Contudo, a resposta não é uma teologia de controle por meio de tradições
feitas por homens, mas uma teologia de liberdade em Cristo. Que Cristo
atraia o povo que ele escolheu e chamou! Quanto aos cristãos, eles são
responsáveis perante Cristo, não as tradições humanas. Portanto,
desafie-as quando apropriado e necessário. É frequentemente aceitável se
submeter a costumes humanos em prol do amor e da ordem, mas não porque
seja requerido de você como uma questão de princípio.
Marcos 9
nos diz que um homem estava expulsando demônios em nome de Jesus, mas
os discípulos disseram-lhe para parar de fazê-lo por não ser um deles.

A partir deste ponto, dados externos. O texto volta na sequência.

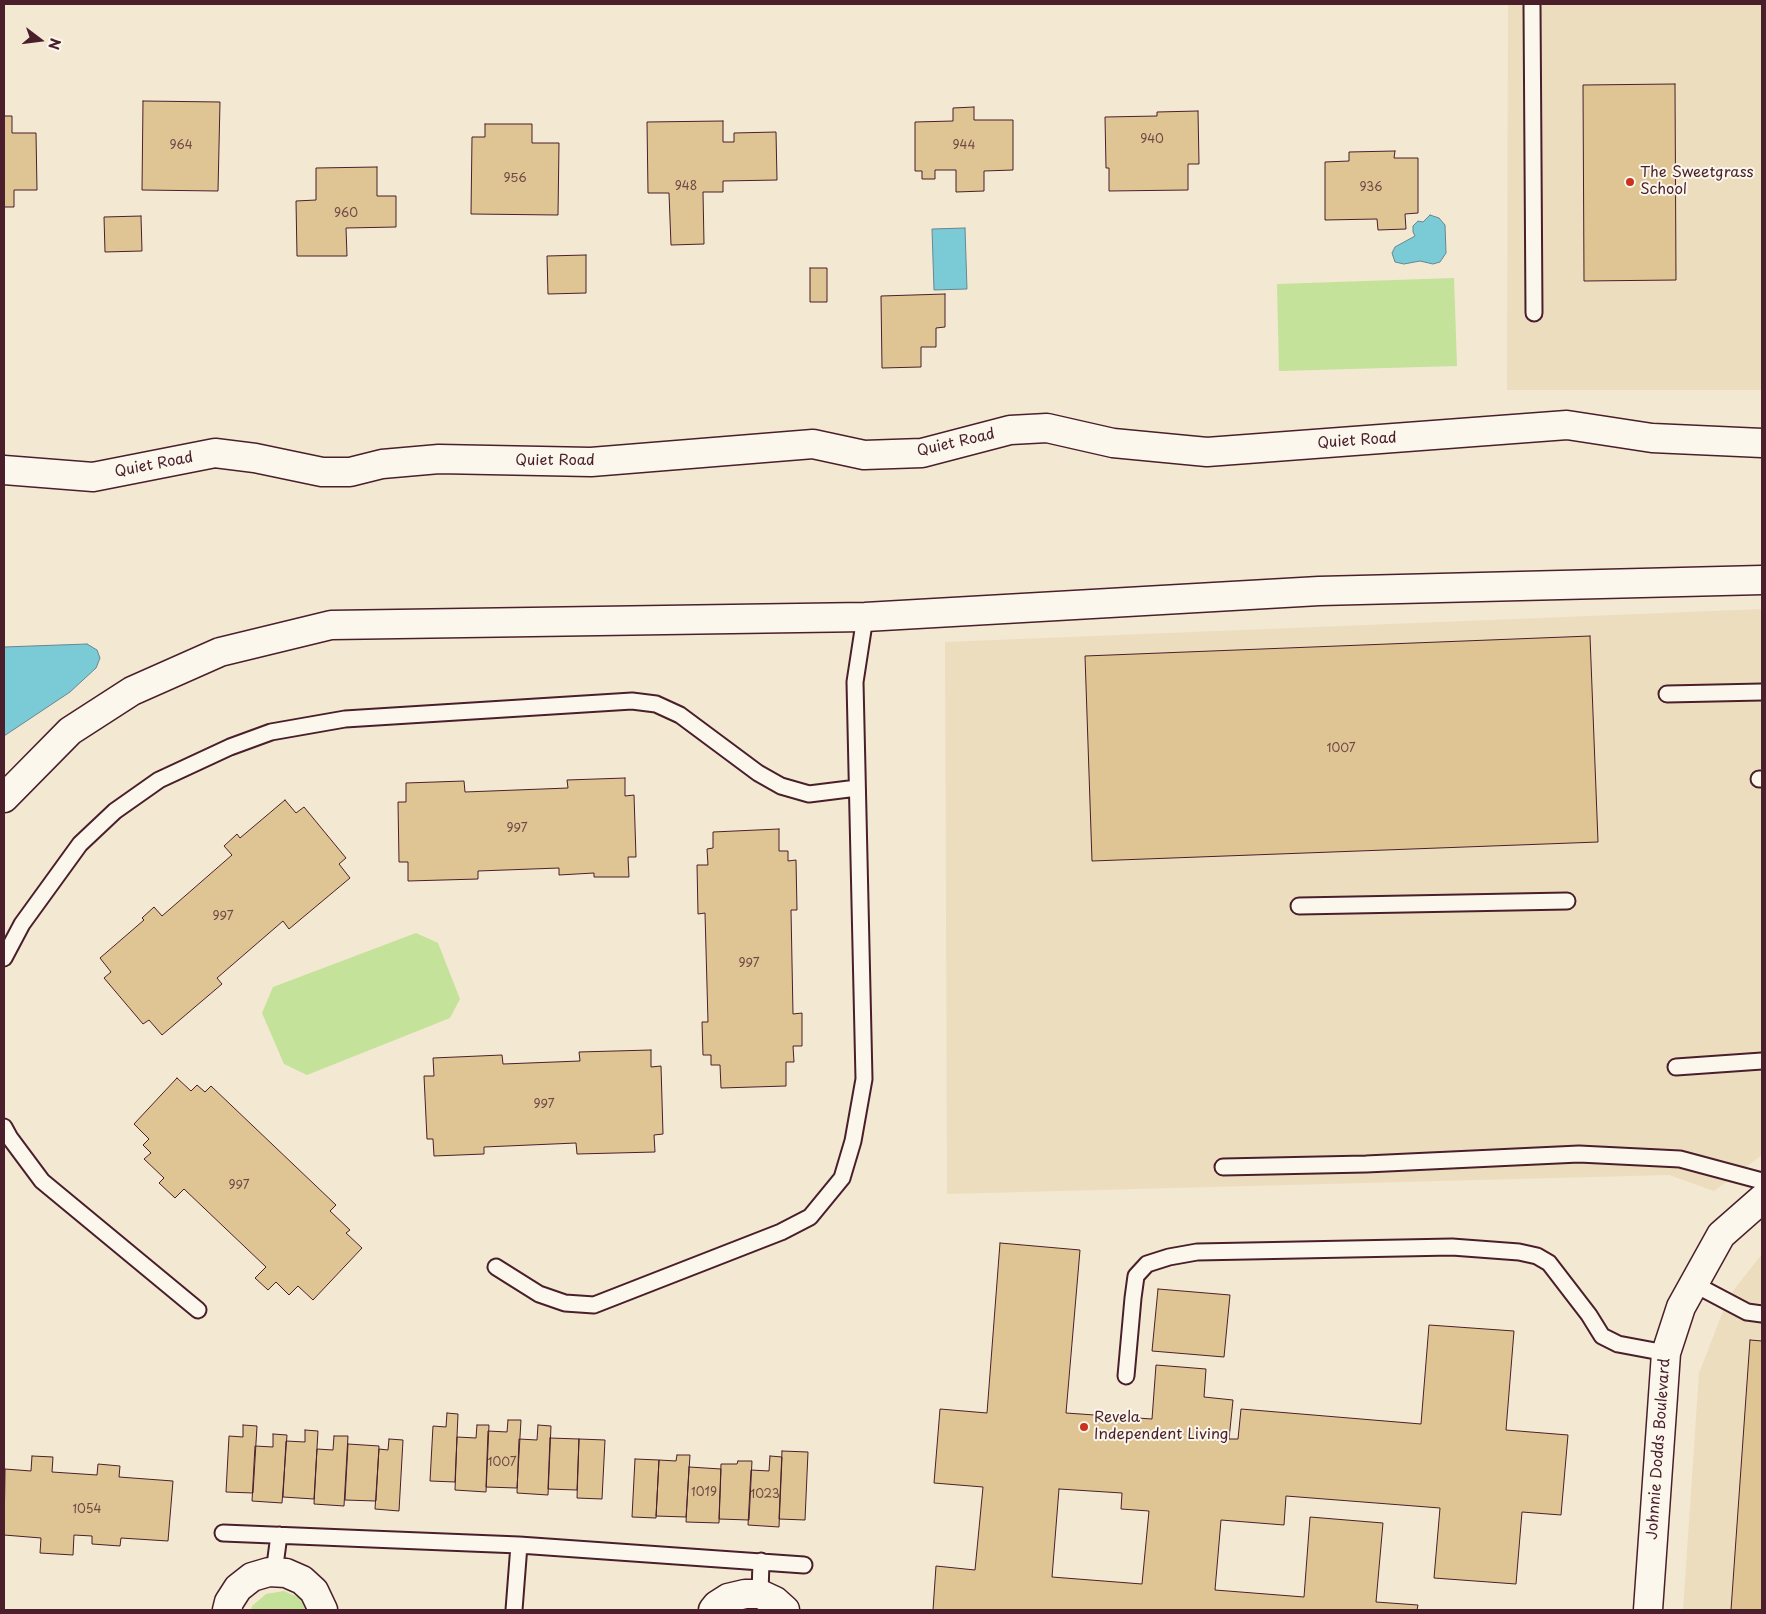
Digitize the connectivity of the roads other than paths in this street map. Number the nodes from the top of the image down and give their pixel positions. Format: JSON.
{"nodes":[{"id":1,"x":1532,"y":4,"type":"edge"},
{"id":2,"x":1534,"y":312,"type":"dead end"},
{"id":3,"x":1762,"y":443,"type":"edge"},
{"id":4,"x":4,"y":470,"type":"edge"},
{"id":5,"x":1762,"y":580,"type":"edge"},
{"id":6,"x":865,"y":617,"type":"junction"},
{"id":7,"x":1762,"y":692,"type":"edge"},
{"id":8,"x":1667,"y":694,"type":"dead end"},
{"id":9,"x":857,"y":788,"type":"junction"},
{"id":10,"x":4,"y":798,"type":"edge"},
{"id":11,"x":1567,"y":901,"type":"dead end"},
{"id":12,"x":1299,"y":906,"type":"dead end"},
{"id":13,"x":4,"y":958,"type":"edge"},
{"id":14,"x":1762,"y":1061,"type":"edge"},
{"id":15,"x":1676,"y":1068,"type":"dead end"},
{"id":16,"x":4,"y":1127,"type":"edge"},
{"id":17,"x":1223,"y":1167,"type":"dead end"},
{"id":18,"x":1762,"y":1181,"type":"edge"},
{"id":19,"x":1762,"y":1199,"type":"edge"},
{"id":20,"x":496,"y":1267,"type":"dead end"},
{"id":21,"x":1694,"y":1284,"type":"junction"},
{"id":22,"x":198,"y":1310,"type":"dead end"},
{"id":23,"x":1762,"y":1314,"type":"edge"},
{"id":24,"x":1666,"y":1353,"type":"junction"},
{"id":25,"x":1126,"y":1376,"type":"dead end"},
{"id":26,"x":223,"y":1533,"type":"dead end"},
{"id":27,"x":279,"y":1535,"type":"junction"},
{"id":28,"x":519,"y":1545,"type":"junction"},
{"id":29,"x":761,"y":1561,"type":"junction"},
{"id":30,"x":804,"y":1564,"type":"dead end"},
{"id":31,"x":274,"y":1573,"type":"junction"},
{"id":32,"x":760,"y":1594,"type":"junction"},
{"id":33,"x":227,"y":1610,"type":"edge"},
{"id":34,"x":323,"y":1610,"type":"edge"},
{"id":35,"x":514,"y":1610,"type":"edge"},
{"id":36,"x":713,"y":1610,"type":"edge"},
{"id":37,"x":786,"y":1610,"type":"edge"},
{"id":38,"x":1648,"y":1610,"type":"edge"}],
"edges":[{"from":1,"to":2,"type":"lane"},
{"from":3,"to":4,"type":"street","name":"Quiet Road"},
{"from":5,"to":6,"type":"street"},
{"from":6,"to":9,"type":"lane"},
{"from":6,"to":10,"type":"street"},
{"from":7,"to":8,"type":"lane"},
{"from":9,"to":13,"type":"lane"},
{"from":9,"to":20,"type":"lane"},
{"from":11,"to":12,"type":"lane"},
{"from":14,"to":15,"type":"lane"},
{"from":16,"to":22,"type":"lane"},
{"from":17,"to":18,"type":"lane"},
{"from":19,"to":21,"type":"street","name":"Johnnie Dodds Boulevard"},
{"from":21,"to":23,"type":"lane"},
{"from":21,"to":24,"type":"street","name":"Johnnie Dodds Boulevard"},
{"from":24,"to":25,"type":"lane"},
{"from":24,"to":38,"type":"street","name":"Johnnie Dodds Boulevard"},
{"from":26,"to":27,"type":"lane"},
{"from":27,"to":28,"type":"lane"},
{"from":27,"to":31,"type":"lane"},
{"from":28,"to":29,"type":"lane"},
{"from":28,"to":35,"type":"lane"},
{"from":29,"to":30,"type":"lane"},
{"from":29,"to":32,"type":"lane"},
{"from":31,"to":33,"type":"street"},
{"from":31,"to":34,"type":"street"},
{"from":32,"to":36,"type":"street"},
{"from":32,"to":37,"type":"street"}]}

Jesus respondeu: “Não o impeçam. Ninguém que faça um milagre em meu
nome, pode falar mal de mim logo em seguida, pois quem não é contra nós
está a nosso favor”. Quem ordenou a essa pessoa? Por mãos de quem Deus
conferiu dons espirituais a esse homem? Nem mesmo Jesus na Terra fez
isso. Mas Deus no céu o fez, e aparentemente sem qualquer agência ou
aprovação humana. Como observa um estudioso do Novo Testamento, o
próprio Jesus não teve sanção humana oficial para o seu ministério. As
tradições humanas são frequentemente tão perigosas quanto as ameaças à
ordem que elas procuram eliminar. E eles frequentemente se afastam da
ortodoxia que alegam proteger, ao ponto que até mesmo ordenariam o
assassinato do próprio Filho de Deus. Todos os cristãos devem ser livres
para servir a Deus, sob as diretrizes estritas, mas algumas vezes
amplas, da Palavra de Deus, e não das restrições de tradições humanas.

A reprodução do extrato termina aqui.